Work item
The full set of lines below has to be duplicated exactly, with no picture kept.
====== Entries supplied
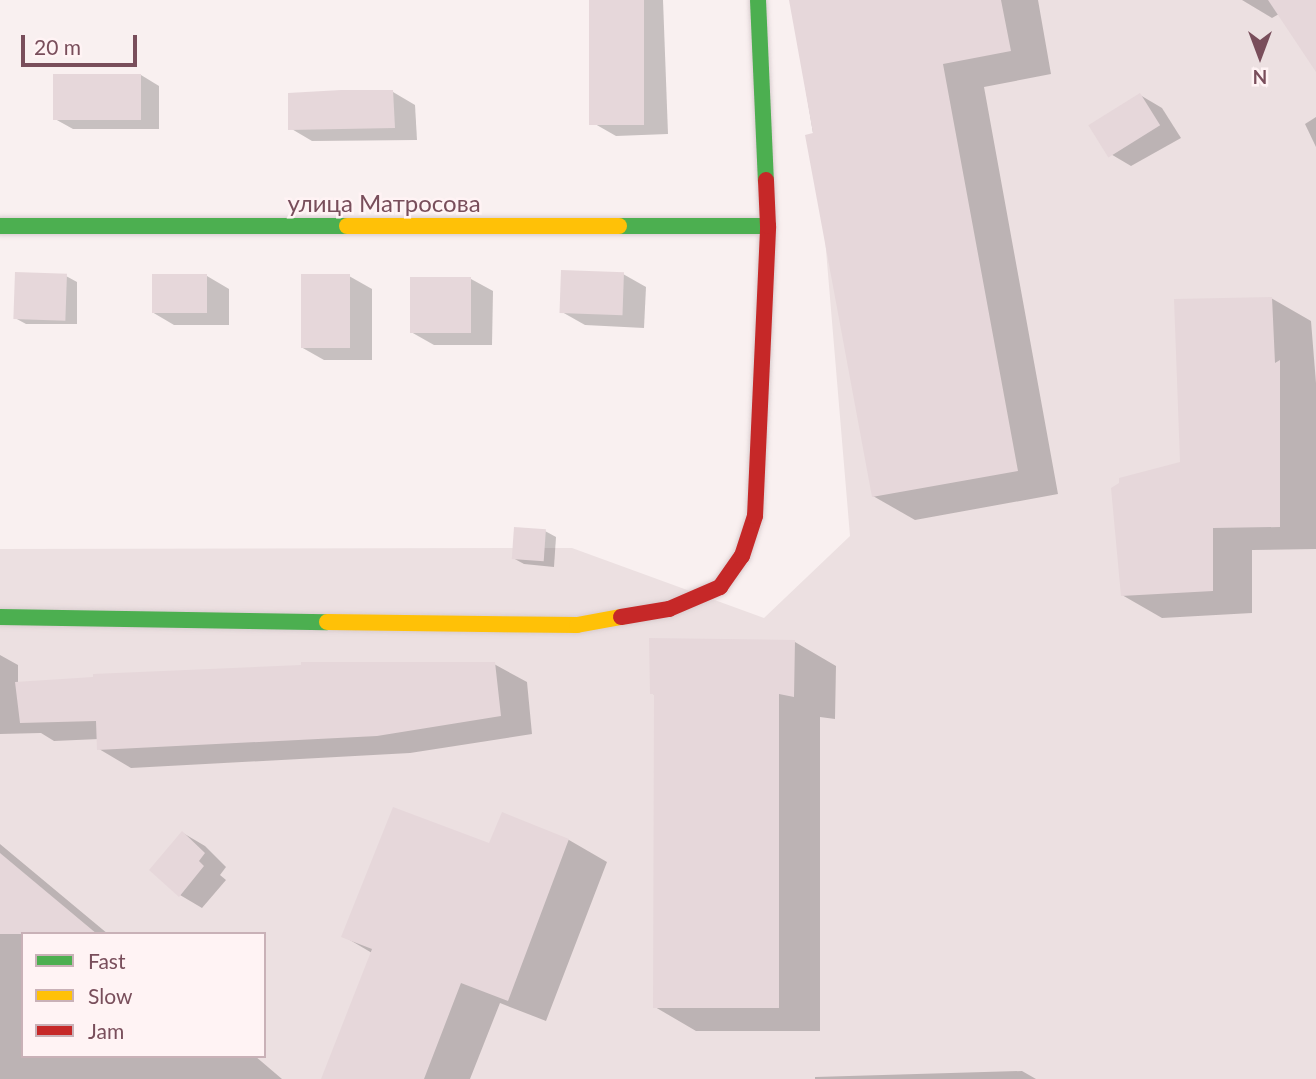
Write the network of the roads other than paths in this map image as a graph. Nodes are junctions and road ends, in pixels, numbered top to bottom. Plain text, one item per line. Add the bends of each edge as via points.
1 (758, 0) edge
2 (0, 226) edge
3 (768, 226) junction
4 (0, 617) edge

1 - 3 street
2 - 3 street, улица Матросова
3 - 4 street via 755,516 742,556 720,587 668,609 577,625

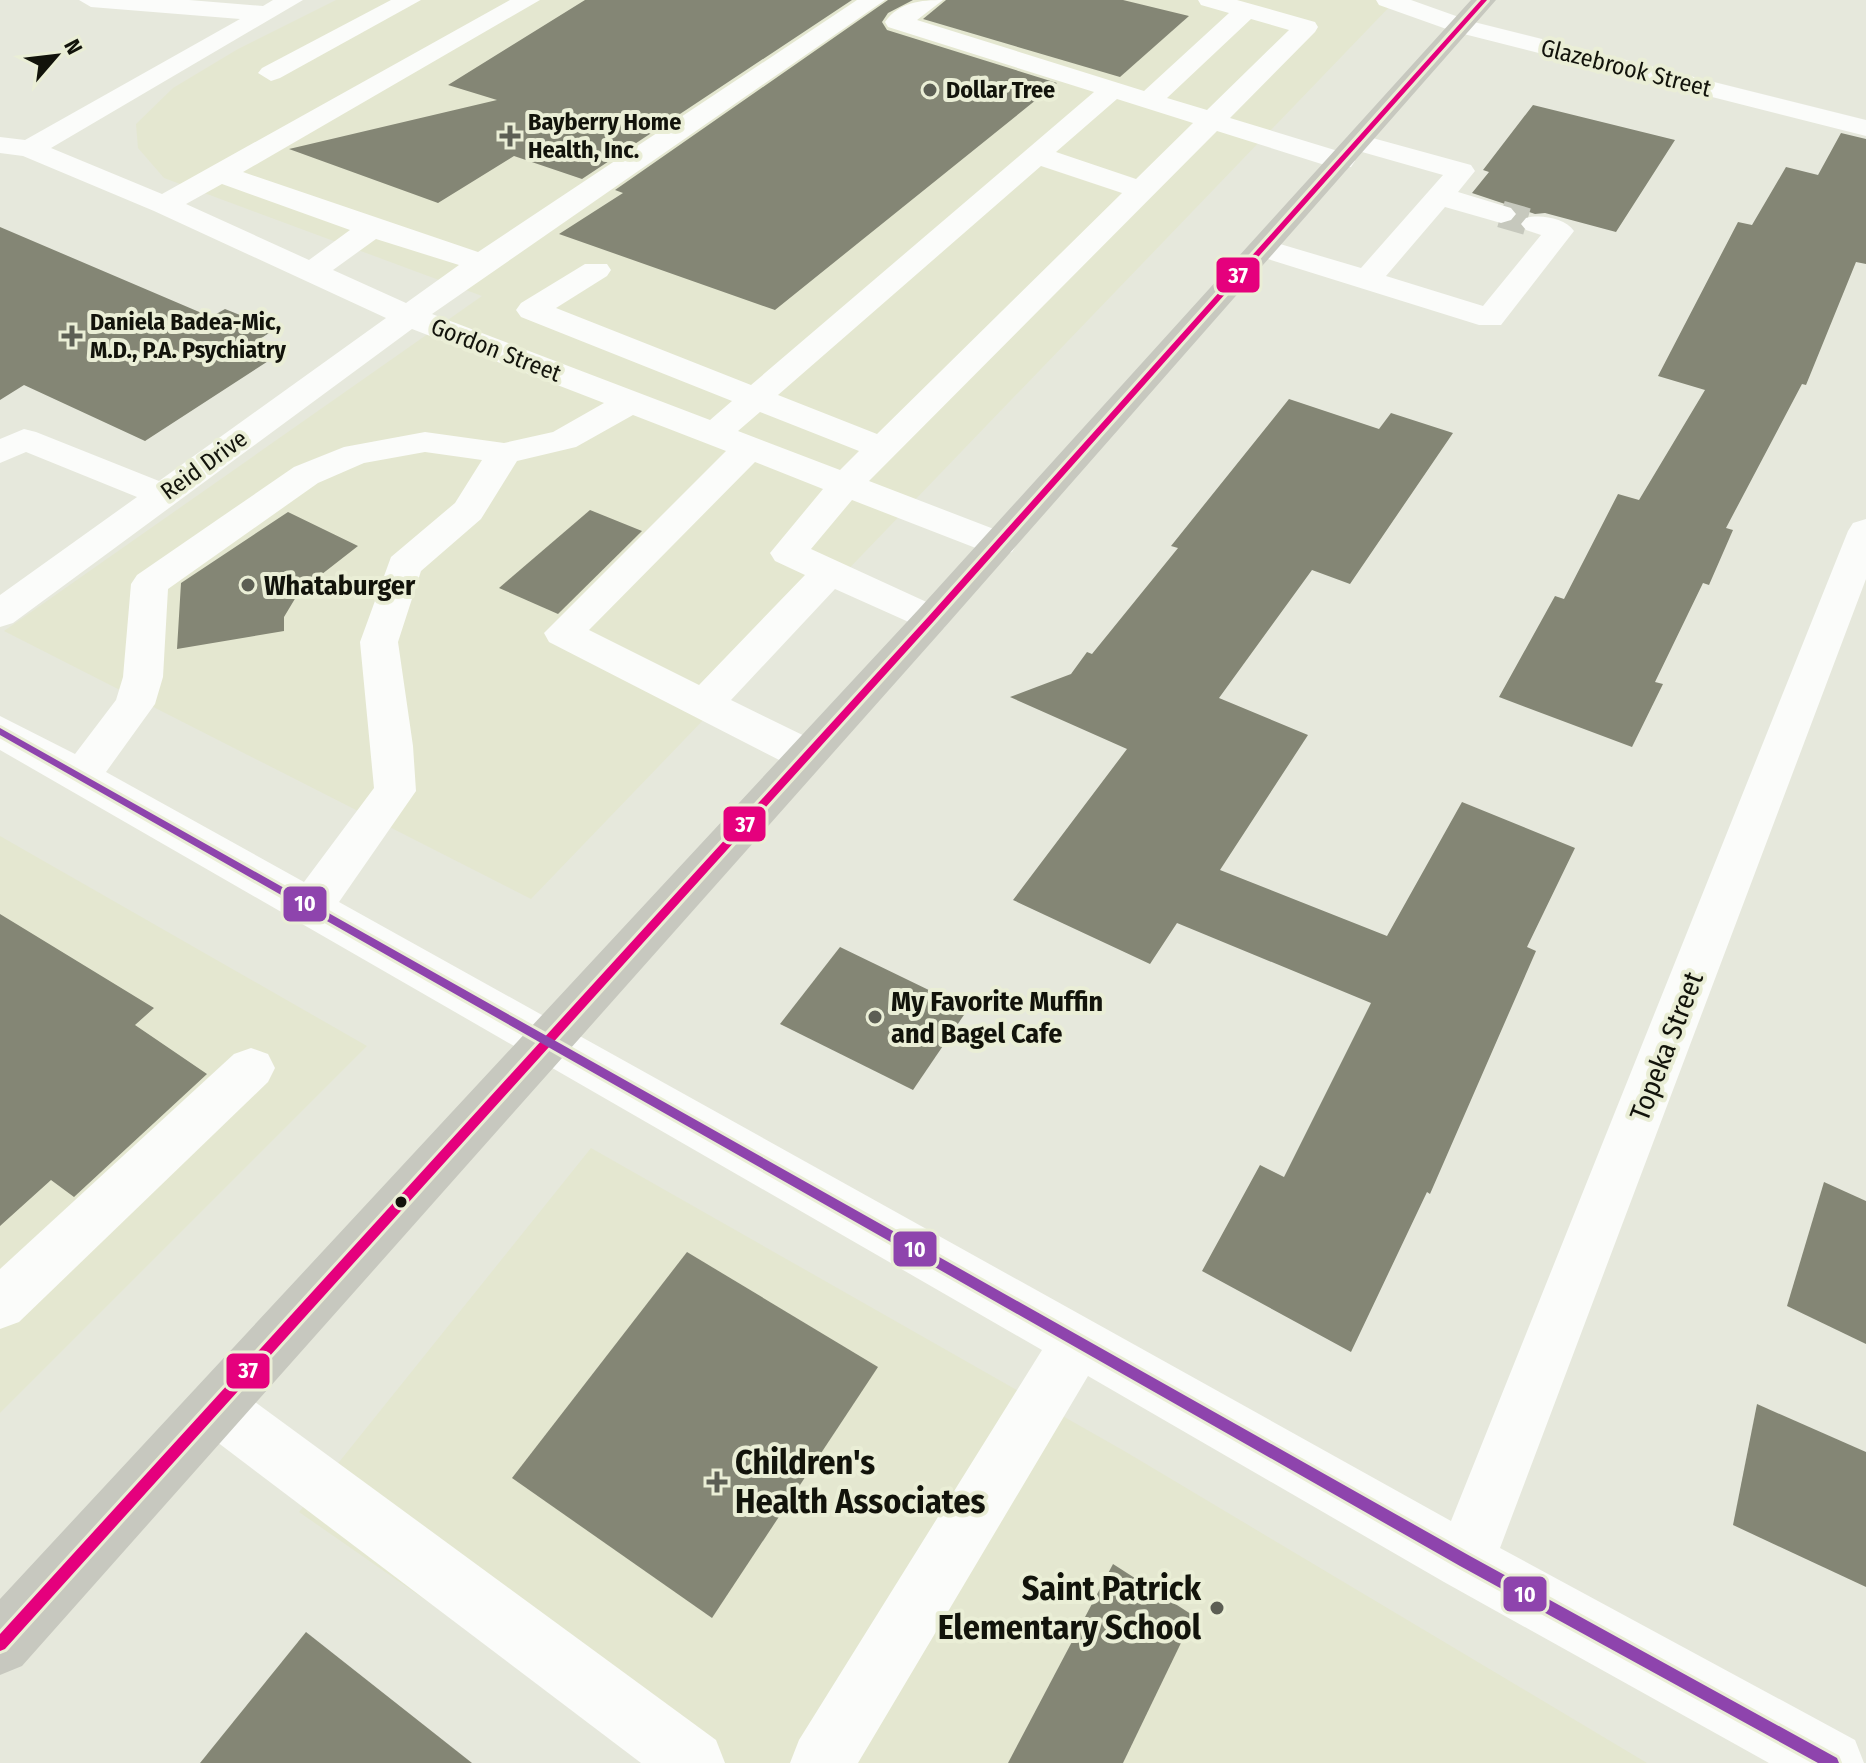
============
Completed exercise
Write the network of the roads other than paths in this map image as a graph. Nodes are junctions and road ends, in pixels, numbered top to bottom. Plain text, one item per line. Add the bends of each edge as via points.
1 (758, 0) edge
2 (0, 226) edge
3 (768, 226) junction
4 (0, 617) edge

1 - 3 street
2 - 3 street, улица Матросова
3 - 4 street via 755,516 742,556 720,587 668,609 577,625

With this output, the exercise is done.